Hillary, who has no native gift for politics, should listen to Bubba herself. He would tell her that ignoring your opponent is never a good idea, a lesson he learned long ago in Arkansas. Ignorance encourages a candidate to run against the image of the opponent he has in mind rather than the actual opponent the public sees. Mrs. Clinton seems so sure of herself, and who she thinks her opponent will be, that she feels no need to watch or listen to what he says. She dispatched an email to her followers as the debate closed with a fundraising plea: “Right this minute, ten Republican men are on national TV, arguing over which one will do the best job of dragging our country backwards.” Send money at once.
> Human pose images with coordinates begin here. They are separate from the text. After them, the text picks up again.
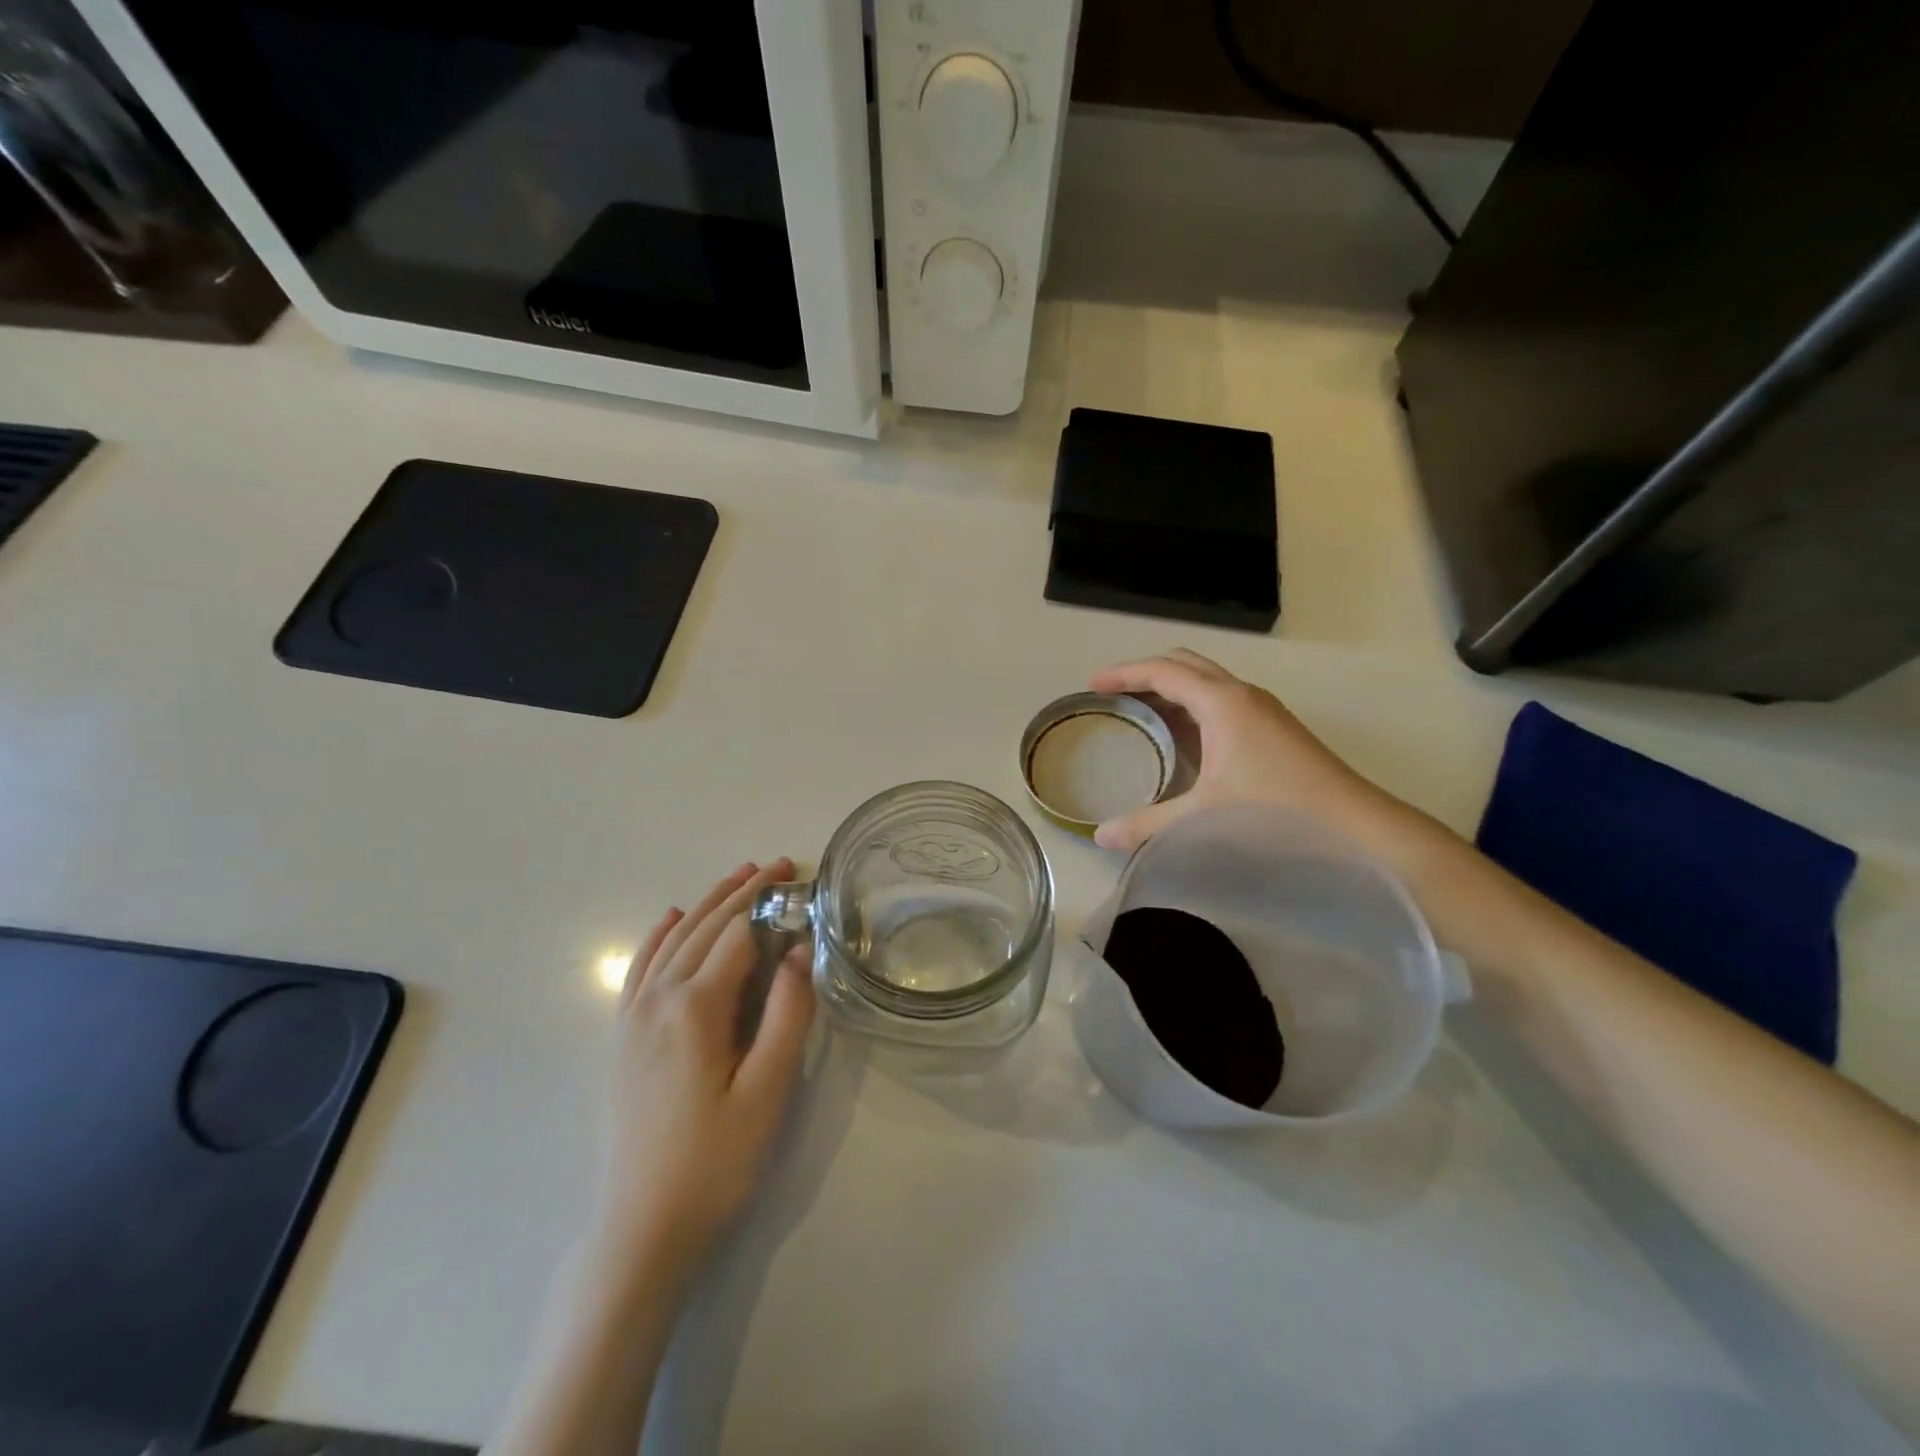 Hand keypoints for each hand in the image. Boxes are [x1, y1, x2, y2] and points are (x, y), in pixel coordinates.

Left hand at [596, 860, 815, 1278]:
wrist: (642, 1229)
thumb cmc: (716, 1161)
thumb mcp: (768, 1090)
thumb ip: (787, 1014)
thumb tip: (799, 950)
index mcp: (695, 1007)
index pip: (738, 935)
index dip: (771, 904)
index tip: (801, 880)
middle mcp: (658, 999)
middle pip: (706, 928)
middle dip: (744, 891)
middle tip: (780, 866)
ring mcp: (633, 1017)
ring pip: (674, 940)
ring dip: (709, 904)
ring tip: (740, 877)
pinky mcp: (623, 1037)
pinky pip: (640, 968)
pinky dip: (660, 937)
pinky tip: (672, 920)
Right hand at [1089, 649, 1427, 856]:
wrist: (1356, 824)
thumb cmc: (1276, 811)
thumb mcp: (1203, 817)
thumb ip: (1147, 825)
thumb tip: (1099, 836)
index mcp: (1222, 703)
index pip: (1163, 671)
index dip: (1123, 674)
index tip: (1092, 686)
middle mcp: (1241, 694)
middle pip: (1184, 664)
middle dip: (1145, 673)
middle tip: (1113, 695)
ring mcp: (1261, 708)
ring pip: (1205, 680)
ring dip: (1170, 688)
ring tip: (1140, 714)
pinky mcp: (1273, 725)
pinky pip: (1220, 699)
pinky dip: (1191, 705)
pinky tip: (1181, 738) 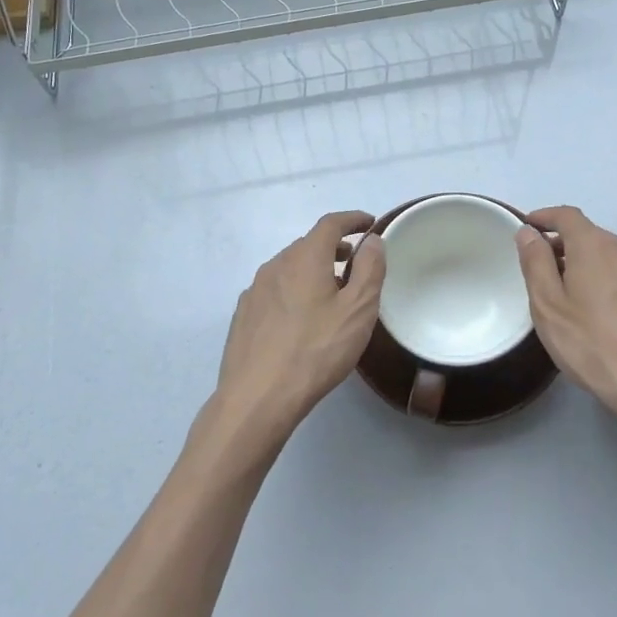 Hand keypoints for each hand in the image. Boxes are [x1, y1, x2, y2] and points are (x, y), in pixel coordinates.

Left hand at [208, 210, 383, 449]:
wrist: (257, 397)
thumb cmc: (316, 350)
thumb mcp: (358, 310)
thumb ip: (369, 269)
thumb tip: (372, 240)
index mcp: (304, 258)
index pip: (330, 224)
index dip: (352, 219)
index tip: (369, 223)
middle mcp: (276, 265)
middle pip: (308, 244)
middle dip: (334, 247)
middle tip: (356, 263)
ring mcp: (255, 290)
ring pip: (290, 268)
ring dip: (314, 270)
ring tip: (332, 292)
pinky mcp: (244, 315)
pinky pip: (275, 290)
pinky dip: (294, 290)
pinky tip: (302, 318)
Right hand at [515, 206, 616, 446]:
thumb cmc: (593, 345)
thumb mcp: (548, 306)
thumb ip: (536, 263)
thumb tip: (528, 232)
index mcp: (594, 246)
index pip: (567, 216)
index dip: (546, 217)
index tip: (531, 225)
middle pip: (594, 237)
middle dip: (570, 247)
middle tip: (551, 271)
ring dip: (598, 268)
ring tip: (585, 298)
She and her managers/consultants/advisers think victory next year depends on her ability to portray whoever emerges as the Republican nominee as a heartless, mean-spirited Neanderthal bereft of vision, imagination and ideas, out of touch with the average American and representative of nothing but a dark past. Had she watched the cut and thrust of the debates, enlivened with occasional wit and humor, she would have seen “ten Republican men” with more experience and accomplishment than she, candidates looking not to the past but to the future.

Hillary doesn’t like to think about debates, because she is haunted by the memory of what happened when she, as “the inevitable president,” stepped on to a stage in 2008 to debate Barack Obama. He left her all asplutter, and the prospect of meeting the likes of Bernie Sanders, Martin O’Malley and good ol’ Joe looks daunting, indeed.

If she forgot to tape the proceedings in Cleveland, she may reconsider her political priorities and watch the next one. Bubba could tell her that it’s a good idea to bone up on who she might have to run against if she emerges as her party’s nominee. Even if the prospect of watching with her own eyes is scary.